Ce n'est pas en vain qu'on les nomme virtuelles : c'est qu'elles
maintiennent la pensée dans un suspense indéfini, lié à l'échéance d'un savoir
exhaustif. L'acte de pensée y est indéfiniment différé. La question de la
pensée ne peut même plus y être posée, pas plus que celle de la liberté des
générations futures : elles traverseront la vie comme un espace aérien,
attachées à leur siège. Ainsi les Hommes de l'Intelligence Artificielle
traverseront leur espace mental attachés à leur computer. L'Homme Virtuel,
immobile devant son ordinateur, fait l'amour par l'écran et ses cours par
téléconférence. Il devient un handicapé moteur, et sans doute aussi cérébral.
C'est à ce prix qu'il devient opérationnel.

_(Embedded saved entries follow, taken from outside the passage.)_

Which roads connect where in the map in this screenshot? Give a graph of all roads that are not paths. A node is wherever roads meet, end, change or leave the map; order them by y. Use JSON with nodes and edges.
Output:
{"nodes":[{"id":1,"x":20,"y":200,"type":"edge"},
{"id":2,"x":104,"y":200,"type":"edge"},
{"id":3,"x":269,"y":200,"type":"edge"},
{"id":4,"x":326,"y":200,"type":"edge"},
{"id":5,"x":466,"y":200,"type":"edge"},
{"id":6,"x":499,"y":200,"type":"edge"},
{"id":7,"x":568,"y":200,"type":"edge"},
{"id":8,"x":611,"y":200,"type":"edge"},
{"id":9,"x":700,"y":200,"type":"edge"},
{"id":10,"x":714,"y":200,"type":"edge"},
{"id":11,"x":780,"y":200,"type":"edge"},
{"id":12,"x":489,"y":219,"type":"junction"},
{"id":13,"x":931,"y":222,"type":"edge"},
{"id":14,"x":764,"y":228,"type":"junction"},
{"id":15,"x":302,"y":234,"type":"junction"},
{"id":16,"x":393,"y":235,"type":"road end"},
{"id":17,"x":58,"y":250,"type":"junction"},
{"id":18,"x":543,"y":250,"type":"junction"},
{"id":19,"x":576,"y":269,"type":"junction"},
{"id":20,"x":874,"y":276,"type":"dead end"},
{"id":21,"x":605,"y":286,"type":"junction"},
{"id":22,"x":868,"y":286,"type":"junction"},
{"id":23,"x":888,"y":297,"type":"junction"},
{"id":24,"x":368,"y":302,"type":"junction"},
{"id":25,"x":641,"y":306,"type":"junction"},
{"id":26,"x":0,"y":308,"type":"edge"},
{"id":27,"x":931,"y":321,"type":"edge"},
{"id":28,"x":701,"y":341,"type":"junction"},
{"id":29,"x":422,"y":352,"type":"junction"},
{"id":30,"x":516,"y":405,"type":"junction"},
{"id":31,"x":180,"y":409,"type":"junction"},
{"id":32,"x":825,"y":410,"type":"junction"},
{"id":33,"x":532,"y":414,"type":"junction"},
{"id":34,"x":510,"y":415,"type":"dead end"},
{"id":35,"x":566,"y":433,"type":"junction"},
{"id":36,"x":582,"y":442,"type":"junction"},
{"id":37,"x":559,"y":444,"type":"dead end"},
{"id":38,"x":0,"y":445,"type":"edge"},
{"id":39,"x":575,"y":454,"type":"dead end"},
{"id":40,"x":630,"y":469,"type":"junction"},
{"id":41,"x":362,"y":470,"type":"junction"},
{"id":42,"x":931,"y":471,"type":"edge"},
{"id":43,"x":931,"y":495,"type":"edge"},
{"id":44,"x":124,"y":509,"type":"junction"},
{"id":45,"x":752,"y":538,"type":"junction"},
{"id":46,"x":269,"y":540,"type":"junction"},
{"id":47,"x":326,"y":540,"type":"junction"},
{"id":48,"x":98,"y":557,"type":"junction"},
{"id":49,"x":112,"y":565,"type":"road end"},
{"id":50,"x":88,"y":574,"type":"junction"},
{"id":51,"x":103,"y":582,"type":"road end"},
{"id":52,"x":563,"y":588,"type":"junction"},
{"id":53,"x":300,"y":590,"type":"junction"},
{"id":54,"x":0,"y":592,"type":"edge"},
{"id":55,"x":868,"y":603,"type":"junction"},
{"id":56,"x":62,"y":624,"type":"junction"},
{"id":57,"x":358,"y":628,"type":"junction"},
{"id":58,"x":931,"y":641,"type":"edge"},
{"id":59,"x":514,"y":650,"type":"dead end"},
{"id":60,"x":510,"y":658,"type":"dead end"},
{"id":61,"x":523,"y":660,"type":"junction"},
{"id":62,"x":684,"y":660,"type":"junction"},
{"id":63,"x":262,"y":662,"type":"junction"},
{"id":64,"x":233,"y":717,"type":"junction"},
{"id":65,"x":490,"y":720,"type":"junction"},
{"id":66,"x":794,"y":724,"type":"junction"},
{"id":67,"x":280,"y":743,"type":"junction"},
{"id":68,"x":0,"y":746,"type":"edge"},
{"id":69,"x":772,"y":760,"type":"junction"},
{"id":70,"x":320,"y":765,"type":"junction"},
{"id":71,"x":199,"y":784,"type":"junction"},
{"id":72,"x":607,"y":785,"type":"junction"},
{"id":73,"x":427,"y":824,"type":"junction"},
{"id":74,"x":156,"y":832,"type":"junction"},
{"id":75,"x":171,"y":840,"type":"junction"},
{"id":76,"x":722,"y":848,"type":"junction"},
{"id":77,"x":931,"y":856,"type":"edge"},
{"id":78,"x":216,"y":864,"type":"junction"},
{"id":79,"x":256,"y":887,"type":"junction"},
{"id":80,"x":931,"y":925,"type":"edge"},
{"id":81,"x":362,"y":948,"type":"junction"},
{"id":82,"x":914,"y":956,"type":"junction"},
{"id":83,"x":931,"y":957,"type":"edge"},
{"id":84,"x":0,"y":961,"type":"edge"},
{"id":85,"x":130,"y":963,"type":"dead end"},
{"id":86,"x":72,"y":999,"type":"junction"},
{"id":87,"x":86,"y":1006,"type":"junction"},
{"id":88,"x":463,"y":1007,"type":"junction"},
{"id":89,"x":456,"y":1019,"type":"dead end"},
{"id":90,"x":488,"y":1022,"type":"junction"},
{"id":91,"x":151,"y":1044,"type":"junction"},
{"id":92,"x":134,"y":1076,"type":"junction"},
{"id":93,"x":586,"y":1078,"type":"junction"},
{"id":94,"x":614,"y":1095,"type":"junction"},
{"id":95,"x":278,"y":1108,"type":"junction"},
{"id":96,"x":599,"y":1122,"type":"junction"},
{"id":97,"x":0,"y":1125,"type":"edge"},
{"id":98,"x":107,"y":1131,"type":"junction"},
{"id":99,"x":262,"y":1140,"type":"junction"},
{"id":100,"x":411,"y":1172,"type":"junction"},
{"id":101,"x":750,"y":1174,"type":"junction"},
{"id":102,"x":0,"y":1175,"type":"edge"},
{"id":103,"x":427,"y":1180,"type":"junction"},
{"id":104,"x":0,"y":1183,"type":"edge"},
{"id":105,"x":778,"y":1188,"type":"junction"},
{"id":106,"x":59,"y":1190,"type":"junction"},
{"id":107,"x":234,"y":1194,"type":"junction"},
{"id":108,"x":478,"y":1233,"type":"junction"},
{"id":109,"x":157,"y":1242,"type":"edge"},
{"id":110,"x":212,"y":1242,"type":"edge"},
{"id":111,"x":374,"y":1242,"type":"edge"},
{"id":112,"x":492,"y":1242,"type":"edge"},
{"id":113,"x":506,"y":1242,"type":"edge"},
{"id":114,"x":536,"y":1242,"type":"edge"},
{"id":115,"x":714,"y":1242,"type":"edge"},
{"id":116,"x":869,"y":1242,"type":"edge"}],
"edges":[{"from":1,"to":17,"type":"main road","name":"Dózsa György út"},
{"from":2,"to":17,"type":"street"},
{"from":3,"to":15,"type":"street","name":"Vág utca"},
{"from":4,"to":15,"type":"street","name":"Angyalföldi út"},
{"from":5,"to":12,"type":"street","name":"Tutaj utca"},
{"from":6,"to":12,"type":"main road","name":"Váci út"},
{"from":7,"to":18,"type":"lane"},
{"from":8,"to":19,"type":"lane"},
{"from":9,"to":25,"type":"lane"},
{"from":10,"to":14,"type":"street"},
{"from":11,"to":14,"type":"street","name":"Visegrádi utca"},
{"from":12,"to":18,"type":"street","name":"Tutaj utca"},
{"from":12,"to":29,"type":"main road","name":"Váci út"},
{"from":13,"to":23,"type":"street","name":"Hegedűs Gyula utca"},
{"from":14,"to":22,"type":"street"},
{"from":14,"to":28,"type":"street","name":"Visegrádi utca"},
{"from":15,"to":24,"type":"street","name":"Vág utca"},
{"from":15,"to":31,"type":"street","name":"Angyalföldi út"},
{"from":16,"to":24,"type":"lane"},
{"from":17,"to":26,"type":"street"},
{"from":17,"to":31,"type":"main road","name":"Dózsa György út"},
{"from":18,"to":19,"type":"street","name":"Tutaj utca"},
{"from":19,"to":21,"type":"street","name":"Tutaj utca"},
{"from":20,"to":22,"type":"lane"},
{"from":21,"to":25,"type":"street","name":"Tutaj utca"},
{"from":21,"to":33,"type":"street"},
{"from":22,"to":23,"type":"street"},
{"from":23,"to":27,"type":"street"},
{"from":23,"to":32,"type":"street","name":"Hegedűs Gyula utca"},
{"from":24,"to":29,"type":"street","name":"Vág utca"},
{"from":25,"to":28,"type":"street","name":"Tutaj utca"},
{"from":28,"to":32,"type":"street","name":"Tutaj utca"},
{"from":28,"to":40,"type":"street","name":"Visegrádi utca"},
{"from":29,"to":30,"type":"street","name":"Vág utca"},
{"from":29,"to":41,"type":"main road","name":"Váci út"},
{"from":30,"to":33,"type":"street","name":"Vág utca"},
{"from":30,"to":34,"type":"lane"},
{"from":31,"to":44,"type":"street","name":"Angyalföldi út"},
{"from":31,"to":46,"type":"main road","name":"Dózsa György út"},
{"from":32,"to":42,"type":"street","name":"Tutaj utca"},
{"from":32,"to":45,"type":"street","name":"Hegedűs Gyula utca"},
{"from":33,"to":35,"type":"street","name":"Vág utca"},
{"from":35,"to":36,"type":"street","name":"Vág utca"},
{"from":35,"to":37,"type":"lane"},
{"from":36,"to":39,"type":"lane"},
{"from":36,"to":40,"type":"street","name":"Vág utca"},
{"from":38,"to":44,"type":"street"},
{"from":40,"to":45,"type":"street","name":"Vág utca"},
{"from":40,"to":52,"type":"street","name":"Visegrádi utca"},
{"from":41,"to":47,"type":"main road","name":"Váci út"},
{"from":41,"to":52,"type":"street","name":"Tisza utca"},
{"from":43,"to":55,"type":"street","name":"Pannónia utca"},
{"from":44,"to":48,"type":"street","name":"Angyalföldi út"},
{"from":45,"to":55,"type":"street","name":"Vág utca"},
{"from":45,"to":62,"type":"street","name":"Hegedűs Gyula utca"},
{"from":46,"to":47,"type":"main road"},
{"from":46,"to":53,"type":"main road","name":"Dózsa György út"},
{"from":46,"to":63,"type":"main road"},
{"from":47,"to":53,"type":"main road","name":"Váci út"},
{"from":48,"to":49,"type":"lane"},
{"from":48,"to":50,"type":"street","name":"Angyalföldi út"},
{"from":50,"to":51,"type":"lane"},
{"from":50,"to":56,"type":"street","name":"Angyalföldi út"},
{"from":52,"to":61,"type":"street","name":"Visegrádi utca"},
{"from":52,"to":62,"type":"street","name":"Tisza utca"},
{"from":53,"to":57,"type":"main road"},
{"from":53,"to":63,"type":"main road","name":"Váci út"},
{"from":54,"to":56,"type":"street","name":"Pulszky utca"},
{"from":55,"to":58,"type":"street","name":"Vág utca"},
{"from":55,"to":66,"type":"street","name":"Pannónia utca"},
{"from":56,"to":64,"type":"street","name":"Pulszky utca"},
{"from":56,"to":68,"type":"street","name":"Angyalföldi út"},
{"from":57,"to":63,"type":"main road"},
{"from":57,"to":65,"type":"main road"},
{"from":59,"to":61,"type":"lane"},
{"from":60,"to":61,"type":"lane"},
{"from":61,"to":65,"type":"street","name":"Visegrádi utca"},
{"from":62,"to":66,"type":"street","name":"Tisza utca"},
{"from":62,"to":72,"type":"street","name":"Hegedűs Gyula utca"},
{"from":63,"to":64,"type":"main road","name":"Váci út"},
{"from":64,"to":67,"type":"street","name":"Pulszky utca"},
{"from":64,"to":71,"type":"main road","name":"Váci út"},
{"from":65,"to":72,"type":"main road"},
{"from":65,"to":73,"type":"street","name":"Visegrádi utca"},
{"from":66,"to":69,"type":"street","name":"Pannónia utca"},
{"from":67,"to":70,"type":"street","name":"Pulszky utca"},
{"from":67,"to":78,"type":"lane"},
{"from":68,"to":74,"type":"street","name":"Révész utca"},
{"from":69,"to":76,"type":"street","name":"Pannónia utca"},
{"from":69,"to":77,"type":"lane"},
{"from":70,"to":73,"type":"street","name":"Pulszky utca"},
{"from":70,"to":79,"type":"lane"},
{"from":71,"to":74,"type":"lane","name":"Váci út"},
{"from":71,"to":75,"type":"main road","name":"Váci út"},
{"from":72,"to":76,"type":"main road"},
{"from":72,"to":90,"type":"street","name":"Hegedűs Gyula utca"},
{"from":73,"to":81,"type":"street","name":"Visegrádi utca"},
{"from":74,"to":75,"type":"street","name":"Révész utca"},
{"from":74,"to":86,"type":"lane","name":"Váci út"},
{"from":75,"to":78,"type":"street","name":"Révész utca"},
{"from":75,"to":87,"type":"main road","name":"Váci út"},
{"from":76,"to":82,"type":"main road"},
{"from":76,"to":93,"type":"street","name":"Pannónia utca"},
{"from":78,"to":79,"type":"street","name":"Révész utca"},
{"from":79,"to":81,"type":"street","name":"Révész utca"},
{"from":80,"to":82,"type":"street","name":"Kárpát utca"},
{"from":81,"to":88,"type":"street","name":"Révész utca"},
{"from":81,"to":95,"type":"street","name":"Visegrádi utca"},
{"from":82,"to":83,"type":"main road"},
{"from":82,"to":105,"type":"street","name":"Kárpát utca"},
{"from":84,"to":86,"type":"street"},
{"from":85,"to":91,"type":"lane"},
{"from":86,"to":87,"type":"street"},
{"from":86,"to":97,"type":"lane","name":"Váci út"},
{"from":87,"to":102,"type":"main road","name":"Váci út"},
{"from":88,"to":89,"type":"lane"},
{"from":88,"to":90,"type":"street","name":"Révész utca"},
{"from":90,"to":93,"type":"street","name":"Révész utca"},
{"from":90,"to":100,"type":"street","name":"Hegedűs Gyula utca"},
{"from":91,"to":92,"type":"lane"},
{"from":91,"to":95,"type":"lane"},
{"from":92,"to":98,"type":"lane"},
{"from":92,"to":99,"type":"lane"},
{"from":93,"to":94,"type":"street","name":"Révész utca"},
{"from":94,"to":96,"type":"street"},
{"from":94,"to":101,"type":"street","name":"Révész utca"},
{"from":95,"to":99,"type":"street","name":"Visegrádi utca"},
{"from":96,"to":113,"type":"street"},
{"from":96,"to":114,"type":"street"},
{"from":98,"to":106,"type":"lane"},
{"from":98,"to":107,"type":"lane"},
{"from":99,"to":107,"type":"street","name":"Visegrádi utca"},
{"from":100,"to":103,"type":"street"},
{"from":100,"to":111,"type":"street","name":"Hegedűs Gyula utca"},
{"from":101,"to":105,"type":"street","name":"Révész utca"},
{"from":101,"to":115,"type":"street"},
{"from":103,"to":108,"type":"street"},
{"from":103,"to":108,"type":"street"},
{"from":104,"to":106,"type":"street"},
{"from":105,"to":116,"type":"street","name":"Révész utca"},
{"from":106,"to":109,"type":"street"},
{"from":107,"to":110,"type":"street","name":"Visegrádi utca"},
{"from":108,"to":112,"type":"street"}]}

Comme on peut avancer que les
lunettes ou les lentilles de contact deviendront un jour la prothèse intégrée
d'une espèce d'où le regard aura disparu, ainsi peut-on craindre que
l'intelligence artificielle et ses supports techniques deviennent la prothèse
d'une espèce d'où la pensée aura disparu.
L'intelligence artificielle est sans intelligence, parce qu'elle est sans
artifice. Le véritable artifice, c'est celui du corps dans la passion, celui du
signe dans la séduction, de l'ambivalence dans les gestes, de l'ellipse dans le
langage, du masque dans le visage, du trait qui altère le sens, et que pour
cette raison on appelle trait d'esprit. Ces machines intelligentes, elles, ne
sont artificielles que dans le sens le plus pauvre, celui de décomposer les
opérations de langage, de sexe, de savoir, en leurs éléments les plus simples,
de les digitaliser pour les resynthétiser selon des modèles. Générer toutes les
possibilités d'un programme ou d'un objet en puissance. Or l'artifice n'a rien
à voir avec ce qui génère, mais avec ce qui altère la réalité. Il est la
puissance de l'illusion. Ces machines, elles, n'ont que la candeur du calcul et
de l'opérationnel, et les seuls jeux qu'elles proposent sont des jeux de
commutation et de combinaison. C'est en cela qu'elles peuvent être dites
vertueuses et non seulement virtuelles : c'est qu'elles ne succombent même
pas à leur propre objet, et ne sont même pas séduites par leur propre savoir.
Ce qui fait leur vertu, c'est leur transparence, leur fonctionnalité, leur
absence de passion et d'artifice. L'Intelligence Artificielle est une machine
célibataire.
Ce qui distinguera toujours le fonctionnement de l'homme et celui des
machines, même les plus intelligentes, c'est l'ivresse de fonctionner, le
plaisir. Inventer des machines qui aient du plaisir, voilà qui est heureusement
encore au delà des pouvoirs de l'homme. Toutes sortes de prothèses peuvent
aider à son plaisir, mais il ne peut en inventer qui jouiraient à sa place.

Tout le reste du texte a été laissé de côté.